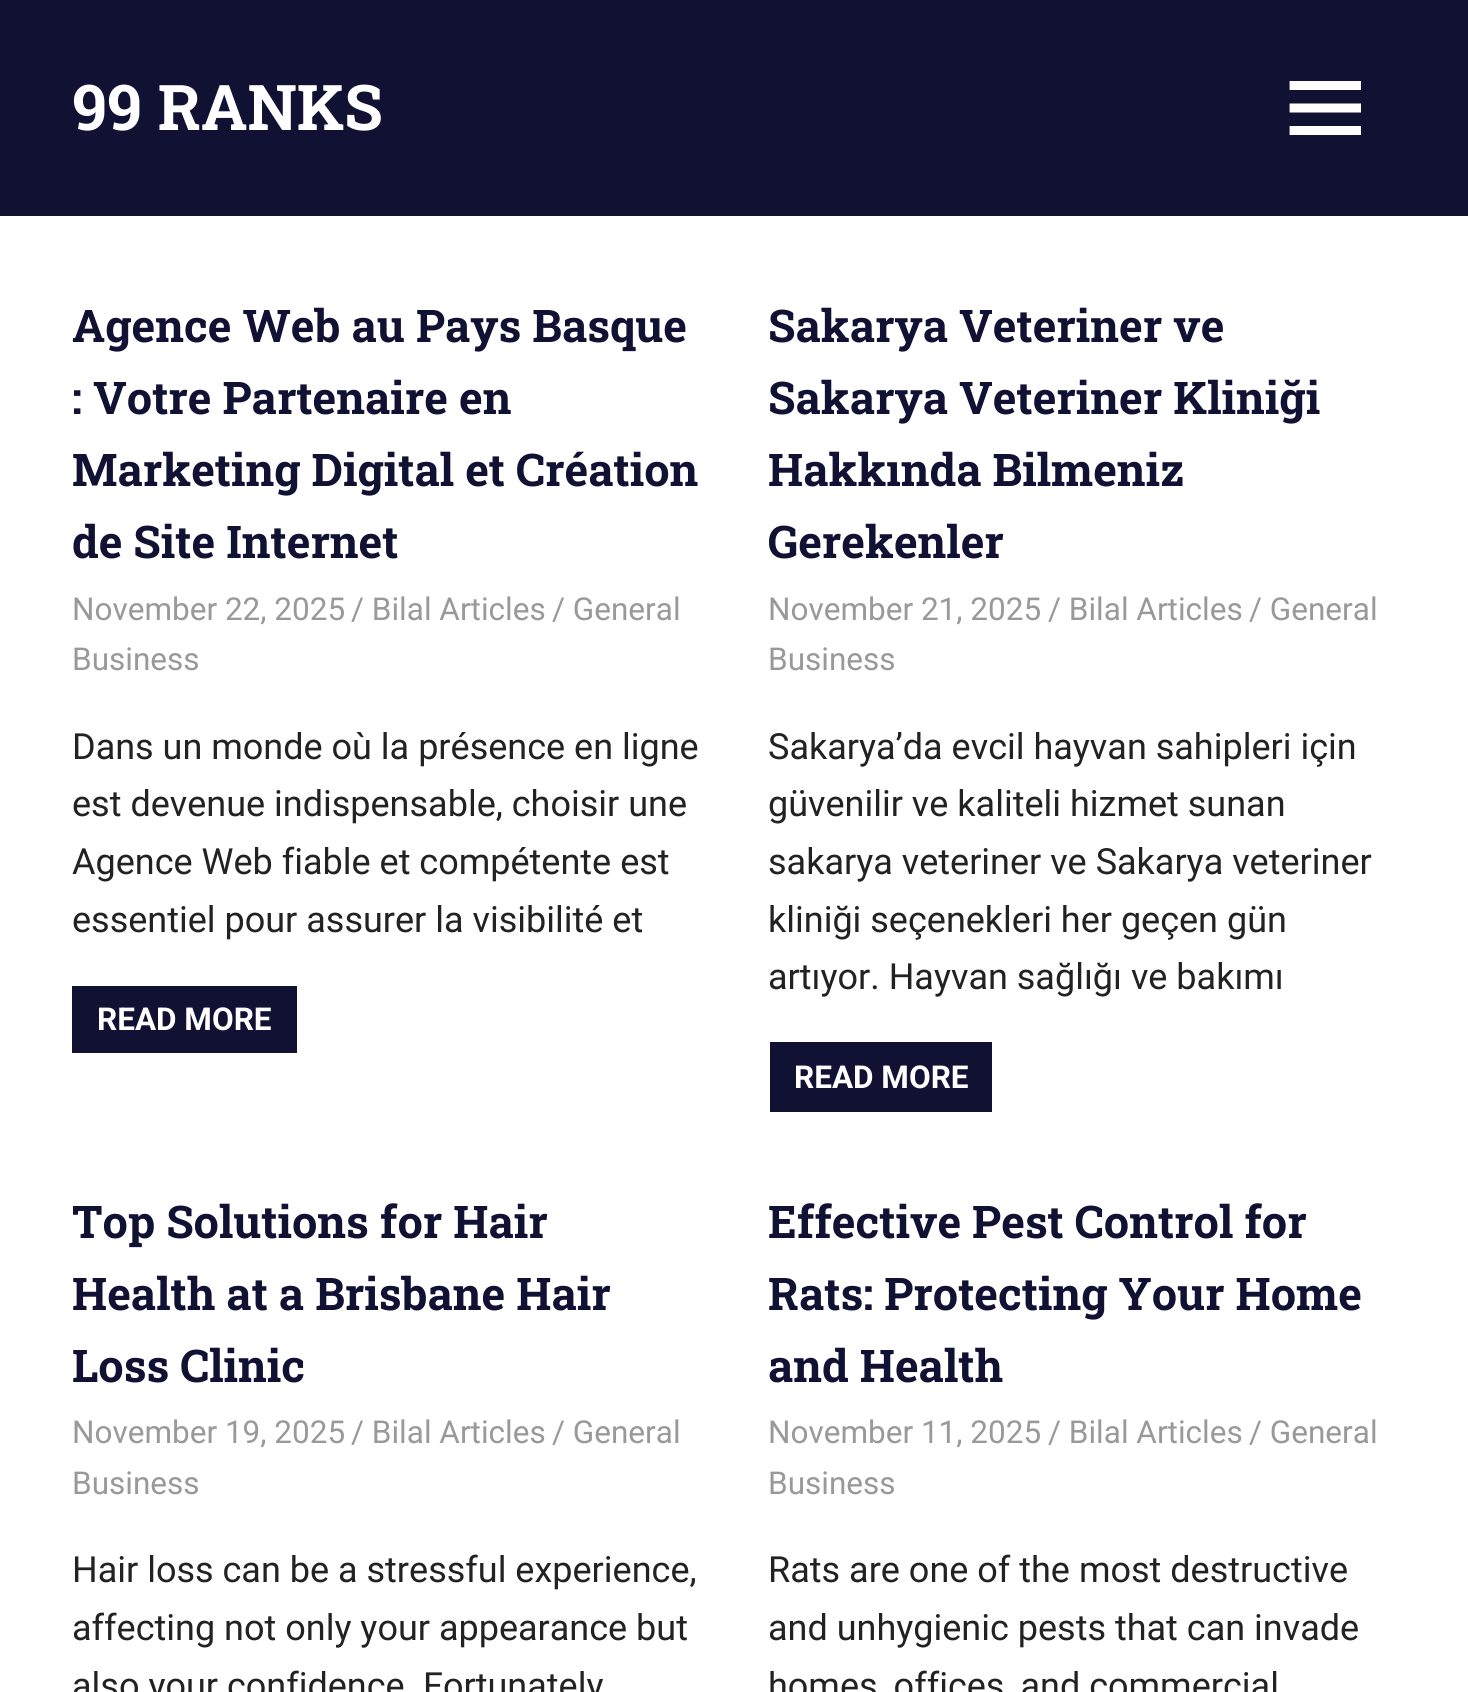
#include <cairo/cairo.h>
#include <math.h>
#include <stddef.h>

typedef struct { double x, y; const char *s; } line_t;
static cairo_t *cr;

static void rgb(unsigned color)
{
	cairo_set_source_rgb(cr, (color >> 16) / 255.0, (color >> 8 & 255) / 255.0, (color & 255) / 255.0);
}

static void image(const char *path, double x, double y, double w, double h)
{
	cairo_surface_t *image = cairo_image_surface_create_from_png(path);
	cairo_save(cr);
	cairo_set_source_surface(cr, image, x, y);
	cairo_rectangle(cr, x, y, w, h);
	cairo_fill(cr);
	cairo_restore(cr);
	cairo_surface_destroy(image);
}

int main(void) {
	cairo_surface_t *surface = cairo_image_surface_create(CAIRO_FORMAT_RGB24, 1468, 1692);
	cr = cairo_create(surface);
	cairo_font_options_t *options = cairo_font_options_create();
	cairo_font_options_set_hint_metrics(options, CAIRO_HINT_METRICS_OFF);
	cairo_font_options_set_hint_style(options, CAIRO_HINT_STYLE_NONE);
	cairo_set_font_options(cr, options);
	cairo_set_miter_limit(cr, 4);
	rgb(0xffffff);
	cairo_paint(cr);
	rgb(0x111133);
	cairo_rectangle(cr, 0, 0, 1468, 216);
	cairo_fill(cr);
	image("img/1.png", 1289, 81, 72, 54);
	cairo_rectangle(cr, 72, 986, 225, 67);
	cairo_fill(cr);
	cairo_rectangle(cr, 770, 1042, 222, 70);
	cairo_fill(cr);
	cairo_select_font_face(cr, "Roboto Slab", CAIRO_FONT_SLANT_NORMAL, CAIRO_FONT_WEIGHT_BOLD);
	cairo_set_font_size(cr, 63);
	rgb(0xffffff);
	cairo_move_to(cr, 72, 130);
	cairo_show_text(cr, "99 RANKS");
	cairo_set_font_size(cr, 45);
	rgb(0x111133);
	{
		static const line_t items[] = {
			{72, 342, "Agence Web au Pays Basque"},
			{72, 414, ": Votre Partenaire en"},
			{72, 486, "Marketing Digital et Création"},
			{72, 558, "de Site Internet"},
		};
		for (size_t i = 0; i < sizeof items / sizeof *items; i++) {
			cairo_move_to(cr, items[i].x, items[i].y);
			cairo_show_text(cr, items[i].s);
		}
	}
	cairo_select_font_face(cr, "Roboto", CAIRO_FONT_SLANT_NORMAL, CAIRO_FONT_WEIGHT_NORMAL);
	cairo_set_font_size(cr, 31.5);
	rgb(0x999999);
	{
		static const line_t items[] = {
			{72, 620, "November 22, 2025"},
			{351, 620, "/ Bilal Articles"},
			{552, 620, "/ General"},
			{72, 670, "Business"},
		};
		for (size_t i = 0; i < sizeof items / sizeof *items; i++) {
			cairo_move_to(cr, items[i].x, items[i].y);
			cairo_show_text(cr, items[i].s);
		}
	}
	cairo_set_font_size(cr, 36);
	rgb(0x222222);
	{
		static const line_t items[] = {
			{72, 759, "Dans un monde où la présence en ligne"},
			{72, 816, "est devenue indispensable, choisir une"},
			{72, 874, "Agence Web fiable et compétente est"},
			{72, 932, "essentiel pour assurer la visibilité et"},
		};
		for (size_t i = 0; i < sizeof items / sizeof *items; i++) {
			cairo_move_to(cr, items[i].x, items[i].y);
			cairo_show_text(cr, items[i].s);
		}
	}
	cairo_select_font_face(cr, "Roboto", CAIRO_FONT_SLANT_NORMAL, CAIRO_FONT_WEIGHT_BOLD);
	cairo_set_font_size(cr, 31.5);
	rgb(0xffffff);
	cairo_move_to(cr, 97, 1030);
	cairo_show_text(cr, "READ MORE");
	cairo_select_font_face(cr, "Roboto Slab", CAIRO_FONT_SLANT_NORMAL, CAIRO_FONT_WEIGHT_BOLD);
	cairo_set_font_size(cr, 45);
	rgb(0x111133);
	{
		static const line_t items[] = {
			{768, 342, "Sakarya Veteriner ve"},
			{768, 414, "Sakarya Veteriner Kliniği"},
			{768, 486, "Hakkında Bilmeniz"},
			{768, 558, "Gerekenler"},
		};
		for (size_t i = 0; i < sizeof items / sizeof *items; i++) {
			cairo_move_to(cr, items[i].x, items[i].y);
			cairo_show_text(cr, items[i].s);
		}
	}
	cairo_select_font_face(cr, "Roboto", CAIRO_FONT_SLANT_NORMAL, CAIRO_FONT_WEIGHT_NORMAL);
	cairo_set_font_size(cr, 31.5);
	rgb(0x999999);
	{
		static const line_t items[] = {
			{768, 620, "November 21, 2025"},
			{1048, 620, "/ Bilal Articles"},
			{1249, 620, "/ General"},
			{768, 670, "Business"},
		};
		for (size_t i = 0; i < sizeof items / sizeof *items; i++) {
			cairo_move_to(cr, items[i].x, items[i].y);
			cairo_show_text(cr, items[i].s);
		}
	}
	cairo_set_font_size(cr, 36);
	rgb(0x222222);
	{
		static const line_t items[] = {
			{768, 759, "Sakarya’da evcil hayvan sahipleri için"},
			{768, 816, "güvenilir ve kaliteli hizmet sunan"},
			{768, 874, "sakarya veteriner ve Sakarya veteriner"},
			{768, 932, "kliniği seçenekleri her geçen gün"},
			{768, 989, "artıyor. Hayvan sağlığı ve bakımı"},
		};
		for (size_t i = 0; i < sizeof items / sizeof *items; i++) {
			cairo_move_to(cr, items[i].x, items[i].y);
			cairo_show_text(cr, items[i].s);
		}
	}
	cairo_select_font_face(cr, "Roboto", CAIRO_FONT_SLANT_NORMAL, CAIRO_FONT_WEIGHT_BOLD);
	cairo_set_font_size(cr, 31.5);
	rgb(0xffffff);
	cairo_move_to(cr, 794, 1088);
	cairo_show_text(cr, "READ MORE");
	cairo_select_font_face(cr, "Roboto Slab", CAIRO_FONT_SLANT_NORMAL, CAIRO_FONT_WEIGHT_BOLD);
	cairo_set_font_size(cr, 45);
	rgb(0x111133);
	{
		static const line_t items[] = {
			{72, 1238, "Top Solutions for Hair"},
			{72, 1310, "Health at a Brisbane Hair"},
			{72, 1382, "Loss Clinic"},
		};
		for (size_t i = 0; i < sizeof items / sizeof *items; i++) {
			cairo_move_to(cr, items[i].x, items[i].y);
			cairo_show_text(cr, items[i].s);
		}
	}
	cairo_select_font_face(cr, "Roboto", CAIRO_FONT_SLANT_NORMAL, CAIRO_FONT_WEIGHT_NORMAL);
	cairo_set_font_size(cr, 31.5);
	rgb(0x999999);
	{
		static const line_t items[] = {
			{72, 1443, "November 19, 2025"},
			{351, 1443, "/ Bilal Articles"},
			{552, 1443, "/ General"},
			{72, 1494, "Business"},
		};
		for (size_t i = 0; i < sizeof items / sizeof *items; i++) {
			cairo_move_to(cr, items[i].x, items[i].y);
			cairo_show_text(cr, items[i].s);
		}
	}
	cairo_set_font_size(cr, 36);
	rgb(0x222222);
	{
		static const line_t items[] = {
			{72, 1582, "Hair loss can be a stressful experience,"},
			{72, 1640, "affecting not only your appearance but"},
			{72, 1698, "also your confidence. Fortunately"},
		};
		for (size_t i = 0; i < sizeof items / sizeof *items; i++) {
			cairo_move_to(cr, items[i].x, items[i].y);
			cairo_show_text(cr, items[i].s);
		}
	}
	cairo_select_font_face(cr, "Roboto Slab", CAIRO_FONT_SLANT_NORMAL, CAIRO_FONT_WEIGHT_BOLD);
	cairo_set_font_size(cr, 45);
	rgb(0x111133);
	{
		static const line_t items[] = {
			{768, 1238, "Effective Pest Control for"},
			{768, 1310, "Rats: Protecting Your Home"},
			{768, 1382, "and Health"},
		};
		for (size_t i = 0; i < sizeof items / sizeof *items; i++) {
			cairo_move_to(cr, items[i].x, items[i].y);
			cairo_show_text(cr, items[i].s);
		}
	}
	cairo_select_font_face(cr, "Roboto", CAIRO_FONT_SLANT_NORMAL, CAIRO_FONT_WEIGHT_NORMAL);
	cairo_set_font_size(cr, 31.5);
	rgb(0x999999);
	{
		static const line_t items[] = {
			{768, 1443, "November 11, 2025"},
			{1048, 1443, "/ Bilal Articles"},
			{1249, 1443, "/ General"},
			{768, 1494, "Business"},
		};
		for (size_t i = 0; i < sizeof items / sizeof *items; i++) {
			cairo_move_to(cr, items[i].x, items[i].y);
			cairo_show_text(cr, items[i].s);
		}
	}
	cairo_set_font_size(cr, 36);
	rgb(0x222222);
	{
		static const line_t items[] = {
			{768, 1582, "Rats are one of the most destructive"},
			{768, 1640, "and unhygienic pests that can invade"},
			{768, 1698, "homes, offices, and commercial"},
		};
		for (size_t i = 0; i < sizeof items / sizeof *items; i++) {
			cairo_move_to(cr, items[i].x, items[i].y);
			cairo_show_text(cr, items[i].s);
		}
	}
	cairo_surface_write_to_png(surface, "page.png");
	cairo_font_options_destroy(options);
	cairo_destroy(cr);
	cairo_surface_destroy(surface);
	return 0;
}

━━━━━━━━━━━━━━━━

Copy whichever lines of the records above contain the word "include".

#include <cairo/cairo.h>
#include <math.h>
#include <stddef.h>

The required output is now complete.